As Daniel Victor and Jesus Jiménez report in the New York Times:
“It was a long time coming,” said Rodney Ellis, a Harris County commissioner, who nearly 30 years ago sponsored a Texas law demanding renaming. “Just as we say ‘Black lives matter,’ names matter. They matter a lot.”
The United States has a long history of towns and geographical features with racist names, and recent decades are dotted with efforts to change them. Many have been renamed, but other efforts have been met with resistance, often by locals who take pride in their history and see no reason to change.
See, as one example, White Settlement, Texas.
“People chose to give these offensive names to roads and rivers and creeks because they wanted to make a statement, a statement that would go beyond their voice, beyond that generation,” Mr. Ellis said. “If it’s a statement that is not something we want people to emulate, we should recognize that.”
This approval came, not incidentally, in the wake of the George Floyd uprisings of 2020, when nearly 100 monuments to confederate generals like Robert E. Lee were toppled at sites around the country, the Confederate Flag was officially retired as the state flag of Mississippi, and when an estimated 15 million to 26 million people joined together to denounce the racist structures of dominance that continue to make Black people in the United States vulnerable to premature death.
In the face of the overwhelming injustice experienced by Black people in the United States—so frequently in the name of the Justice System—it is understandable that some activists and commentators are impatient with the symbolic struggles of the past several years. When the Mayor of the District of Columbia, Muriel Bowser announced the renaming of a section of the street outside the White House as Black Lives Matter Plaza in June 2020, many activists were asking the same question:
What material transformations arise from a name change?
Debates over the merits of struggles over symbols loom large in the field of social justice activism, organizing, and theory. There are certainly no guarantees that meaningful structural or material changes will arise from successful monument struggles or renaming campaigns. But if the monument removals of the past two years have taught us anything, it is that symbolic struggles shape popular consciousness, revealing the collective capacity of the people to set the coordinates through which we navigate space.
Monument removals and renaming campaigns are not only about history, but also about the present. They are part of a broad struggle to determine the symbols that orient people to place. As we saw so clearly during the Unite the Right rally in Charlottesville, white supremacist symbols like Confederate flags do not only function as reminders of an oppressive past; they have present use value, which the far right is mobilizing to great effect.

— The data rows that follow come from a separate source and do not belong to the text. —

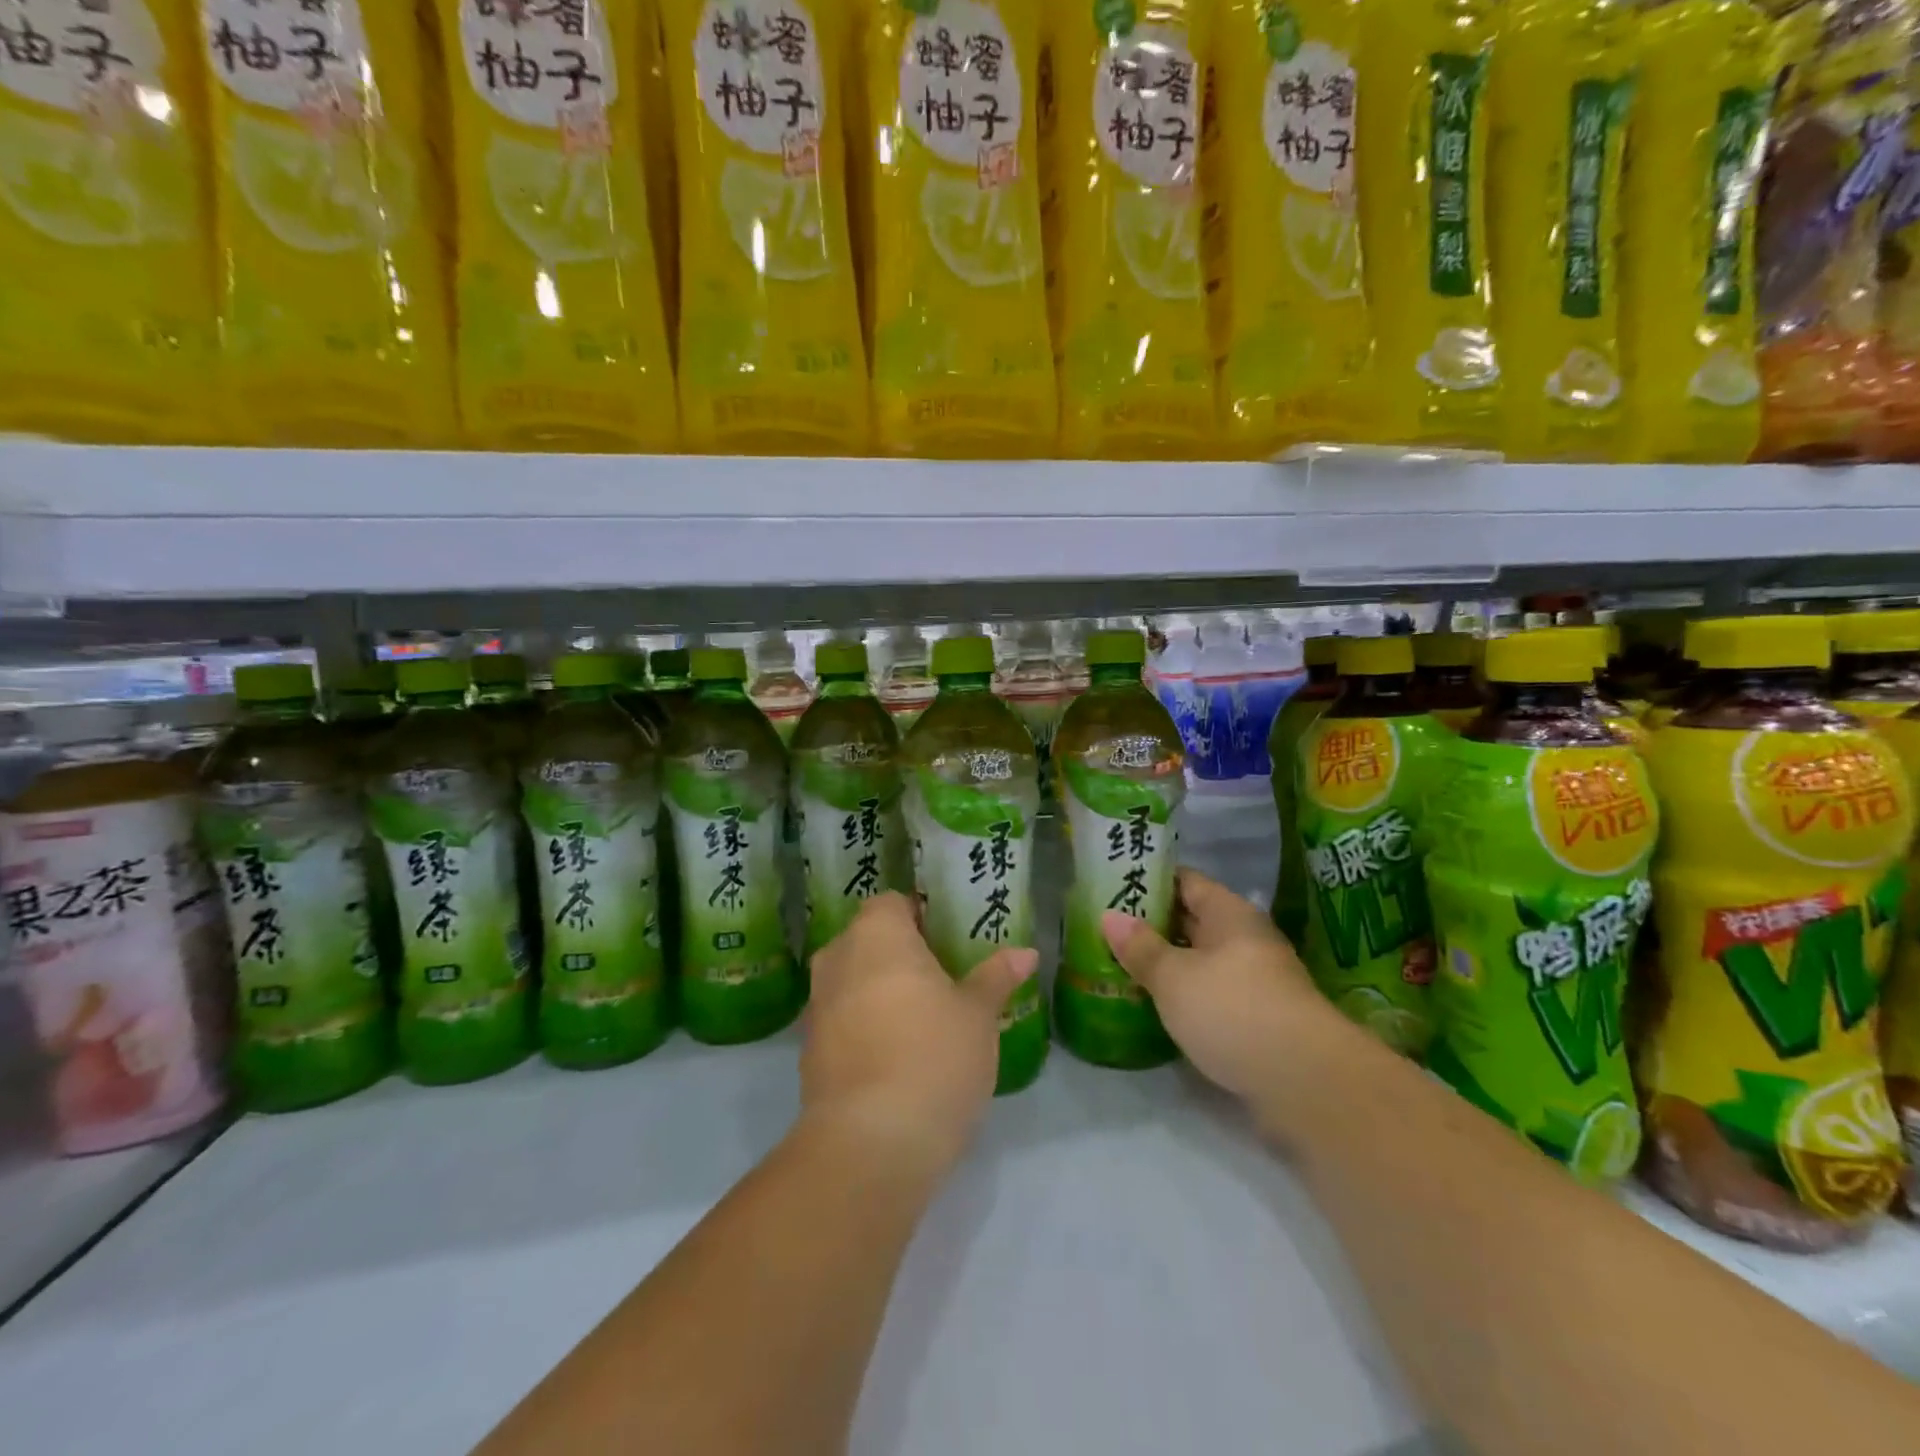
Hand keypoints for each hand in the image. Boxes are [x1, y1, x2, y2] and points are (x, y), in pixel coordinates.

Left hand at [801, 892, 1036, 1174]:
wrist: (869, 1144)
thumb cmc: (932, 1056)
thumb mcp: (977, 1015)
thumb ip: (996, 977)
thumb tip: (1026, 952)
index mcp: (876, 933)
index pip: (893, 903)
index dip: (921, 916)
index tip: (949, 940)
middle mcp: (837, 958)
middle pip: (870, 940)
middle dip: (901, 955)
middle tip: (944, 977)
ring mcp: (817, 1006)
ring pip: (853, 981)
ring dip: (881, 991)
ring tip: (924, 1018)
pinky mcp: (809, 1051)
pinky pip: (843, 1021)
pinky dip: (865, 1027)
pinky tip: (897, 1055)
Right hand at [1102, 869, 1331, 1104]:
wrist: (1306, 1083)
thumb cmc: (1233, 1011)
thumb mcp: (1174, 978)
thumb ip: (1141, 948)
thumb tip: (1110, 916)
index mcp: (1230, 913)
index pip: (1186, 881)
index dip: (1150, 879)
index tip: (1113, 884)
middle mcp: (1245, 939)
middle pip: (1193, 920)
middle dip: (1152, 924)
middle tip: (1106, 927)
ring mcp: (1255, 980)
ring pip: (1201, 960)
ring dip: (1166, 963)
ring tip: (1119, 964)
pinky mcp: (1257, 1020)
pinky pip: (1210, 994)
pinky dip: (1183, 995)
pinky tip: (1154, 1004)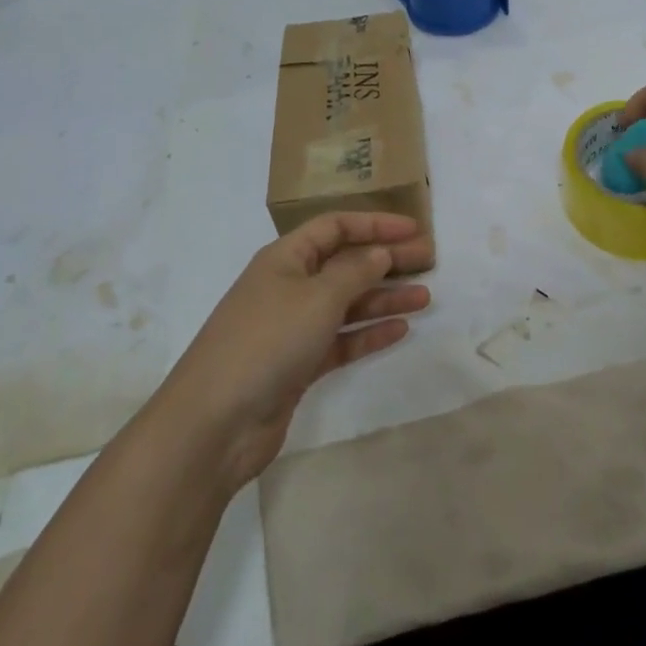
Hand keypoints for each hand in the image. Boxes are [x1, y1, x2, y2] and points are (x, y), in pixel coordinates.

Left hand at [151, 212, 433, 492]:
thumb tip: (380, 253)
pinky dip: (368, 334)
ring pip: (346, 303)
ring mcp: (292, 327)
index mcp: (285, 257)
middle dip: (385, 260)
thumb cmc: (268, 341)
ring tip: (424, 298)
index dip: (374, 223)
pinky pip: (341, 340)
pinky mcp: (298, 365)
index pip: (335, 226)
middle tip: (429, 261)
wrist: (215, 422)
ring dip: (383, 298)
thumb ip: (355, 272)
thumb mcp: (317, 297)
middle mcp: (289, 286)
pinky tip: (400, 330)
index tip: (413, 229)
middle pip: (345, 263)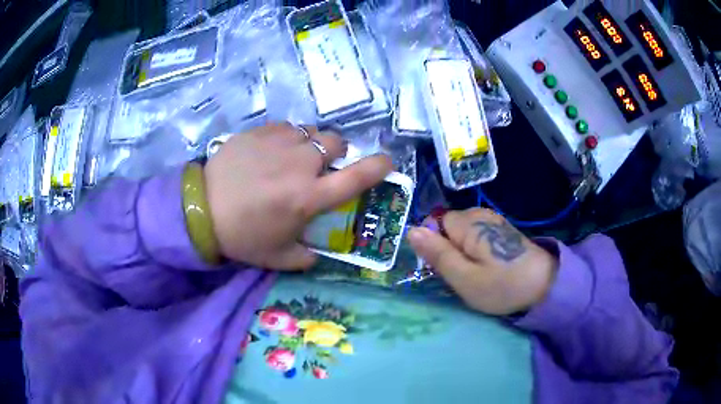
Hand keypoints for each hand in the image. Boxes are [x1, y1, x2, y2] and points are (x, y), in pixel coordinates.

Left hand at [204, 123, 392, 269]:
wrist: (200, 210)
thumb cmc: (242, 236)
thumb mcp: (278, 257)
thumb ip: (306, 257)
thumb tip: (317, 251)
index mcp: (309, 197)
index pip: (357, 177)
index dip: (378, 167)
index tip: (387, 162)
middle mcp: (300, 164)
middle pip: (336, 142)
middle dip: (335, 153)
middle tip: (318, 167)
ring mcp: (279, 143)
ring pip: (312, 131)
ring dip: (311, 144)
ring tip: (293, 158)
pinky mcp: (259, 131)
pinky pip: (286, 127)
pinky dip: (287, 138)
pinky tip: (271, 151)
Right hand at [408, 208, 557, 315]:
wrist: (545, 286)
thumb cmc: (502, 286)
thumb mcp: (464, 278)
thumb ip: (437, 254)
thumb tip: (411, 230)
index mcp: (468, 224)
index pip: (435, 223)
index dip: (435, 245)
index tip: (444, 268)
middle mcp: (480, 214)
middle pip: (448, 226)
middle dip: (448, 248)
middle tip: (461, 274)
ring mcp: (493, 221)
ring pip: (462, 232)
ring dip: (462, 251)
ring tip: (475, 272)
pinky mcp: (502, 230)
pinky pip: (476, 235)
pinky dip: (476, 250)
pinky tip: (488, 265)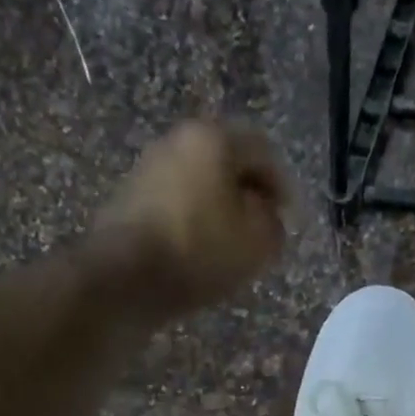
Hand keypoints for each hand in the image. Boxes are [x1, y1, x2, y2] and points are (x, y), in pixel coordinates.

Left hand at [96, 120, 287, 315]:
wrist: (125, 277)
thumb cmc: (201, 250)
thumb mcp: (258, 242)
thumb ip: (273, 224)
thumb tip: (265, 217)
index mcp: (213, 138)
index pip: (262, 151)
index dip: (283, 186)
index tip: (289, 219)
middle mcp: (177, 141)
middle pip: (226, 163)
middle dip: (248, 196)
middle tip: (262, 231)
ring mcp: (148, 169)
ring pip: (199, 184)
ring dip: (219, 210)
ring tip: (231, 246)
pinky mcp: (129, 200)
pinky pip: (176, 205)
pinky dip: (193, 223)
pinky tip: (199, 253)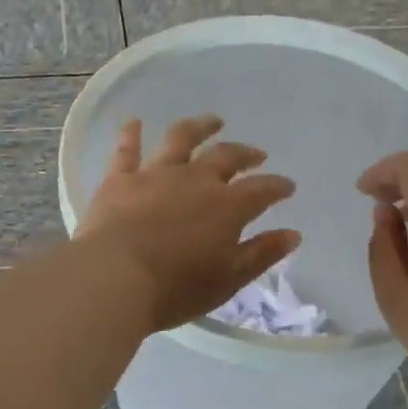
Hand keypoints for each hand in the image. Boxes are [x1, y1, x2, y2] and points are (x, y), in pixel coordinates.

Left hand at [78, 115, 299, 332]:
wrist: (114, 278)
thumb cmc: (176, 287)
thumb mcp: (228, 279)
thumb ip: (261, 254)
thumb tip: (293, 234)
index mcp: (227, 206)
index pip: (262, 190)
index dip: (278, 187)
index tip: (287, 186)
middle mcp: (195, 180)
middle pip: (226, 157)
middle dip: (245, 153)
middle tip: (256, 154)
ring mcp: (155, 174)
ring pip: (181, 139)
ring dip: (200, 127)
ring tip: (212, 121)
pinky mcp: (120, 179)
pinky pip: (127, 150)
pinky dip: (131, 134)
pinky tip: (134, 122)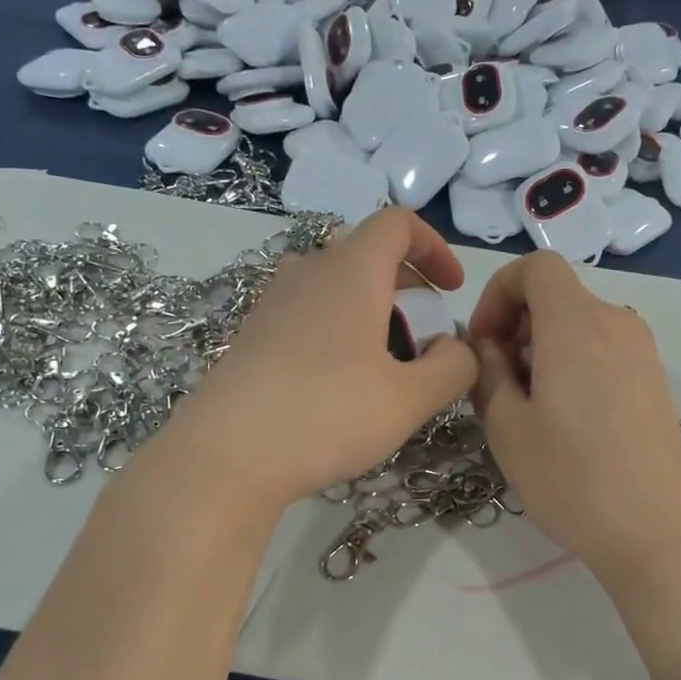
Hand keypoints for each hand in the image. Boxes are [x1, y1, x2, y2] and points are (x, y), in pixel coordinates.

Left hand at [159, 209, 477, 511]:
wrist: (225, 456)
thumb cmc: (328, 415)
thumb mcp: (410, 399)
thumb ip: (453, 366)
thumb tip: (455, 347)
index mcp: (351, 271)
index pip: (398, 224)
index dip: (434, 247)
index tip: (452, 291)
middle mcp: (308, 273)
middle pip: (368, 259)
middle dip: (408, 294)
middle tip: (424, 345)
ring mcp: (272, 304)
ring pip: (337, 292)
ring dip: (373, 318)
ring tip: (385, 373)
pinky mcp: (252, 337)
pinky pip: (309, 318)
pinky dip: (339, 336)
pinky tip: (340, 390)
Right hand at [469, 252, 680, 583]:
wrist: (658, 532)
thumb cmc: (572, 479)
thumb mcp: (507, 428)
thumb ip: (487, 373)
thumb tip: (487, 346)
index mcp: (576, 324)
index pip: (535, 266)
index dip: (498, 293)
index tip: (483, 343)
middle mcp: (616, 323)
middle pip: (557, 295)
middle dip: (516, 326)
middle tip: (497, 384)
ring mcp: (642, 352)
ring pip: (578, 324)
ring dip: (542, 349)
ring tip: (529, 409)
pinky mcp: (654, 380)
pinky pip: (602, 349)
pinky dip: (572, 364)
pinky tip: (565, 420)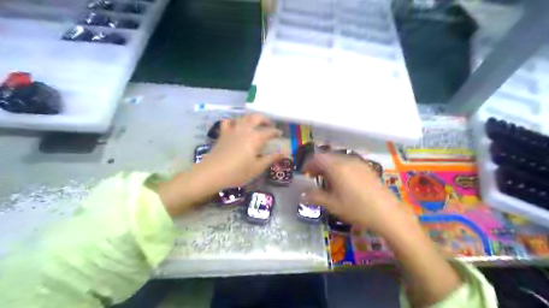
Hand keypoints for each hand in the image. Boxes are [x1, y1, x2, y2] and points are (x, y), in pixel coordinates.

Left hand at [198, 113, 285, 187]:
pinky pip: (228, 122)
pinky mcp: (223, 133)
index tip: (280, 134)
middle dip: (265, 119)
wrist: (213, 172)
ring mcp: (233, 130)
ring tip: (255, 124)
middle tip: (269, 125)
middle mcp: (245, 130)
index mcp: (256, 138)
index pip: (270, 131)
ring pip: (243, 117)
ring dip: (251, 118)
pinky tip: (235, 126)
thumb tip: (286, 153)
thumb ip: (272, 158)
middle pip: (257, 117)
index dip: (276, 132)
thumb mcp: (258, 167)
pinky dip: (233, 121)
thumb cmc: (238, 172)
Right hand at [302, 153, 401, 233]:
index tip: (304, 174)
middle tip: (314, 178)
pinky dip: (341, 169)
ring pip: (339, 160)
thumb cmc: (357, 208)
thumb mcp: (332, 205)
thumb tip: (301, 195)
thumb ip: (315, 197)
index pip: (317, 158)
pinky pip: (349, 163)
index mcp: (336, 167)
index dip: (308, 164)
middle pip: (328, 157)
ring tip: (328, 181)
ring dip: (330, 167)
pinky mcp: (368, 168)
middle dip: (318, 166)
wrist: (388, 213)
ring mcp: (359, 163)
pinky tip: (344, 182)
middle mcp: (347, 160)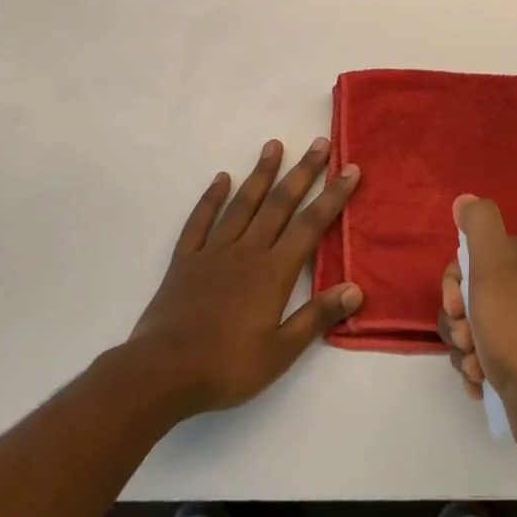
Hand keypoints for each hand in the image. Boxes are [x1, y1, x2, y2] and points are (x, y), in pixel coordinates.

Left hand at [131, 137, 361, 418]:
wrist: (160, 374)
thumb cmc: (226, 367)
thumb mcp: (280, 353)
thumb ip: (316, 317)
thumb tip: (355, 288)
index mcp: (273, 272)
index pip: (311, 225)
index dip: (333, 195)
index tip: (350, 168)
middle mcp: (247, 251)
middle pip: (280, 203)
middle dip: (303, 172)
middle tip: (319, 143)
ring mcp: (213, 252)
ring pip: (242, 204)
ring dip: (261, 173)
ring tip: (274, 145)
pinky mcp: (184, 261)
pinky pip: (200, 222)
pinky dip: (211, 198)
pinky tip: (221, 179)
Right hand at [438, 194, 516, 456]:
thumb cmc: (515, 327)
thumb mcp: (494, 265)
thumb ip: (479, 225)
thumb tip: (465, 199)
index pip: (469, 258)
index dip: (454, 284)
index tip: (458, 304)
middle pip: (465, 294)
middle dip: (458, 321)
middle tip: (469, 336)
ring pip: (468, 327)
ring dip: (464, 348)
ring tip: (478, 365)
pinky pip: (479, 355)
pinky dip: (475, 368)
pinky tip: (483, 380)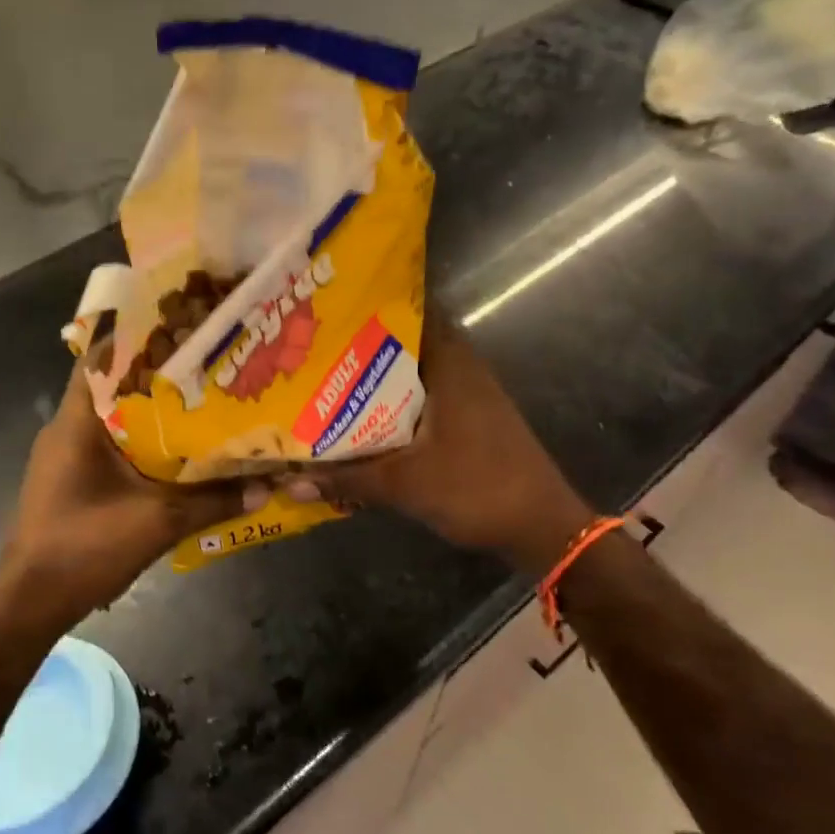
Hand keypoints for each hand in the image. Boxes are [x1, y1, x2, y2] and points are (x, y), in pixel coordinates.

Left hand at [0, 362, 264, 631]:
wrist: (30, 603)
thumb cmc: (84, 547)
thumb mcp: (157, 522)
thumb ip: (213, 501)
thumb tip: (266, 486)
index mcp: (77, 422)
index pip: (99, 359)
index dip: (138, 339)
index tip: (181, 330)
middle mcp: (67, 430)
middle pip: (112, 386)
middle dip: (156, 376)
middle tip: (205, 367)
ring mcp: (65, 457)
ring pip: (113, 419)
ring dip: (150, 412)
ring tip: (200, 404)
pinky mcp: (72, 481)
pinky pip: (110, 447)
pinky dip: (140, 443)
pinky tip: (177, 454)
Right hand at [281, 315, 580, 557]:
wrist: (542, 527)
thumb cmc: (477, 489)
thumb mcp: (405, 485)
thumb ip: (348, 479)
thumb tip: (292, 482)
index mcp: (449, 364)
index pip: (410, 312)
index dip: (370, 306)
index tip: (329, 307)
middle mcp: (461, 367)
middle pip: (406, 341)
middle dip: (363, 343)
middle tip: (315, 345)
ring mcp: (469, 392)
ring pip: (414, 370)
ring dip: (379, 375)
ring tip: (328, 376)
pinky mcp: (471, 416)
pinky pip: (424, 393)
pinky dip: (396, 399)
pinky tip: (364, 415)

Taking a bird’s eye view of the monument removals, counter-monuments, renaming campaigns and successful place name changes taking place across the country, we can also see the common ground shared by struggles that are too often understood as discrete. From Texas to Yellowstone and beyond, renaming campaigns arise from specific struggles for racial justice and Indigenous sovereignty, but they conjoin in one struggle to remap the world.